Description of the task:
Draw out every line with the word "GRUVKARLBYVÄGEN" from the listing below.
━━━━━━━━━━
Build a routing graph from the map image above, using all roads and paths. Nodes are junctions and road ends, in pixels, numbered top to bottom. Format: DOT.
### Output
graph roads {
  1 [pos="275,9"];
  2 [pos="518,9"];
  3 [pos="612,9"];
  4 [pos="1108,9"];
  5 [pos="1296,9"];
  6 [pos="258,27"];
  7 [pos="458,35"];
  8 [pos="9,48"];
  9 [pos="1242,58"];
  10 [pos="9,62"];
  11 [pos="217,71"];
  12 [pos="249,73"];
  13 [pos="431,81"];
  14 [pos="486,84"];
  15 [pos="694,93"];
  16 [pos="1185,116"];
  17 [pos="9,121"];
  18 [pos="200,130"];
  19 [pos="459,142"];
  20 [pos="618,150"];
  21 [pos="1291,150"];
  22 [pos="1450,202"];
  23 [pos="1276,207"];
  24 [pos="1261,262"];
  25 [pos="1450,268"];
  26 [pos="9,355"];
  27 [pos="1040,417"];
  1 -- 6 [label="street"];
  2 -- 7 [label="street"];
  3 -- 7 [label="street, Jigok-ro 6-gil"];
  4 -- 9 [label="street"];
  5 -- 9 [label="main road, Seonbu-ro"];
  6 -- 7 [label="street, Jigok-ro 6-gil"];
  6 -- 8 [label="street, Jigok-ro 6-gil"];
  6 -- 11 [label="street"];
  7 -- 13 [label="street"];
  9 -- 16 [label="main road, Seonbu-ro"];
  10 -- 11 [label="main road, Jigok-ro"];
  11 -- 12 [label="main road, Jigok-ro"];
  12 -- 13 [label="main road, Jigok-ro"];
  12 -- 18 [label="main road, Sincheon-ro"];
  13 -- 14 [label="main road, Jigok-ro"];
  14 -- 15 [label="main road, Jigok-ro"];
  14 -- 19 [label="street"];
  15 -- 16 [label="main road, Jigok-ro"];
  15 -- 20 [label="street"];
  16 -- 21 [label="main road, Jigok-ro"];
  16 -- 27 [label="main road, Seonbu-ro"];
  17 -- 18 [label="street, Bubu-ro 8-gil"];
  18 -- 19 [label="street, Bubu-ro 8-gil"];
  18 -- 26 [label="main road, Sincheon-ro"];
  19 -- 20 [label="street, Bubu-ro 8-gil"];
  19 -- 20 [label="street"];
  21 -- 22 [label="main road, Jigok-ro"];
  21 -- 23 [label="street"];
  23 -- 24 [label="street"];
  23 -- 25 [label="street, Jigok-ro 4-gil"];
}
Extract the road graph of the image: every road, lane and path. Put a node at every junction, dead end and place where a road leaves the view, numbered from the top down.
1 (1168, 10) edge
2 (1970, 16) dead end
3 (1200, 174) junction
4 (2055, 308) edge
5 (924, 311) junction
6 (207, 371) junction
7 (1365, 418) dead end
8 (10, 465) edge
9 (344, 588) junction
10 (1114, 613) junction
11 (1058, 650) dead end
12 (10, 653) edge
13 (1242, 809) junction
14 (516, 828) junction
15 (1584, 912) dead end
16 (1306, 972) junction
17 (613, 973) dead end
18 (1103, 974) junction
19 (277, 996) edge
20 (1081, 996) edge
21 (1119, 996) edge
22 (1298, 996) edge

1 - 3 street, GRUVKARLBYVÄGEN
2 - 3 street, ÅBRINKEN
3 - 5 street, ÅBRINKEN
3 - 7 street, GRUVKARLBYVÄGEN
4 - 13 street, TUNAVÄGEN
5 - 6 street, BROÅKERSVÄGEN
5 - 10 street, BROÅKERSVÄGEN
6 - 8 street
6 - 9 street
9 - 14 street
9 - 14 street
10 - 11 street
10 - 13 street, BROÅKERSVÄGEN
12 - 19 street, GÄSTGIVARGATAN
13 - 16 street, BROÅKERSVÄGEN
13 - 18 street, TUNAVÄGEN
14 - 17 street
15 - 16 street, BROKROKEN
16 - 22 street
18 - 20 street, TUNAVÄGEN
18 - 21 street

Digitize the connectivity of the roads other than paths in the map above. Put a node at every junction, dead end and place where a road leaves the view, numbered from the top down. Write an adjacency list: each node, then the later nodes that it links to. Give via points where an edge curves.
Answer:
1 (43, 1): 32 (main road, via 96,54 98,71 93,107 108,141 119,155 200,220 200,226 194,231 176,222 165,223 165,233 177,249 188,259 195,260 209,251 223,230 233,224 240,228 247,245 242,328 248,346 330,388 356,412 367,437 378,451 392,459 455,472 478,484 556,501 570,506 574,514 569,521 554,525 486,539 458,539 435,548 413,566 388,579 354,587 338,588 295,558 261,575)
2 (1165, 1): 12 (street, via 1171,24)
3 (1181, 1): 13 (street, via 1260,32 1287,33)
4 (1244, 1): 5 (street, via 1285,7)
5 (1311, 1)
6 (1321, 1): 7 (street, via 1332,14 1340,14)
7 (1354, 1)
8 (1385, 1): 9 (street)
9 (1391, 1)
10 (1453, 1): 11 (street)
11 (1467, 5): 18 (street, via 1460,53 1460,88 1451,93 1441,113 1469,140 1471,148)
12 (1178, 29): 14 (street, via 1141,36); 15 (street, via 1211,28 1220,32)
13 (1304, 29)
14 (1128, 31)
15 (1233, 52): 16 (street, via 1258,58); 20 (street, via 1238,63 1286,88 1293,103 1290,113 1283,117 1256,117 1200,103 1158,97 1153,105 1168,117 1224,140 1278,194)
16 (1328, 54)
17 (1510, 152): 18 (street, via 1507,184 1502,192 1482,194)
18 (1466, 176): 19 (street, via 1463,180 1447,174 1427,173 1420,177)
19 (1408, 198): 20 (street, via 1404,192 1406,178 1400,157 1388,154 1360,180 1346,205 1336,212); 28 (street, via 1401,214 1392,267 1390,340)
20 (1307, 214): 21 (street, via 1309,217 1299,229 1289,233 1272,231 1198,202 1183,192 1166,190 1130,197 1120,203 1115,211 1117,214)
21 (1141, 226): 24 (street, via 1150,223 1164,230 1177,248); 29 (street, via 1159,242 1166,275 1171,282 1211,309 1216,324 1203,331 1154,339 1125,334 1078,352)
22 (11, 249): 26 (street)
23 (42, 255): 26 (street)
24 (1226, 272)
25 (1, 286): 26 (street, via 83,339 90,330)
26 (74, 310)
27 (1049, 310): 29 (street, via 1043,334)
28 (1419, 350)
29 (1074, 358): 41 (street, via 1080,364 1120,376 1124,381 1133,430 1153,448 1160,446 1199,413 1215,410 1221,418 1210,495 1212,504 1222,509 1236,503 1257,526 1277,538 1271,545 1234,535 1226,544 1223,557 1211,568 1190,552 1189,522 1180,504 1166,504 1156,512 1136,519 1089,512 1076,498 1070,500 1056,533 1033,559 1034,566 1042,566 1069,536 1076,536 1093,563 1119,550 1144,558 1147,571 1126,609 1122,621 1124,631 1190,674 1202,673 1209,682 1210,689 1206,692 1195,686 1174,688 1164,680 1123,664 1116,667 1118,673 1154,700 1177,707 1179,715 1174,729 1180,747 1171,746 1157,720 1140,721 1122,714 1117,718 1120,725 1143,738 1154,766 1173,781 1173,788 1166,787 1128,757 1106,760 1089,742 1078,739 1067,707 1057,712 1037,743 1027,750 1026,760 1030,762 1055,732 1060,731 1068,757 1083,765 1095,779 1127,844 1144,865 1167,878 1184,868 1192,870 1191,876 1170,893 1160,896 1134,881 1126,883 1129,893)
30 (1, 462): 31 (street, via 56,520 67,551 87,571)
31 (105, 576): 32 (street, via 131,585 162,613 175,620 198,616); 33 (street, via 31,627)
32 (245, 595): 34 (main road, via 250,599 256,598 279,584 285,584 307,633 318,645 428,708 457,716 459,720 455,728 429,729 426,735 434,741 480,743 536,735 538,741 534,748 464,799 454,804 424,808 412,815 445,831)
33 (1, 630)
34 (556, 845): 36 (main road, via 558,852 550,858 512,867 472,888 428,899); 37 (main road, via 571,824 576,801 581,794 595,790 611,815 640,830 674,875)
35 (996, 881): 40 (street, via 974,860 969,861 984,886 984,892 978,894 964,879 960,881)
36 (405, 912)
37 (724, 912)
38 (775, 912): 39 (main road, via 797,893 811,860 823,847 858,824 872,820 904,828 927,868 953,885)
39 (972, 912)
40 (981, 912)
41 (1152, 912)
━━━━━━━━━━
Exercise result:
1 - 3 street, GRUVKARLBYVÄGEN
3 - 7 street, GRUVKARLBYVÄGEN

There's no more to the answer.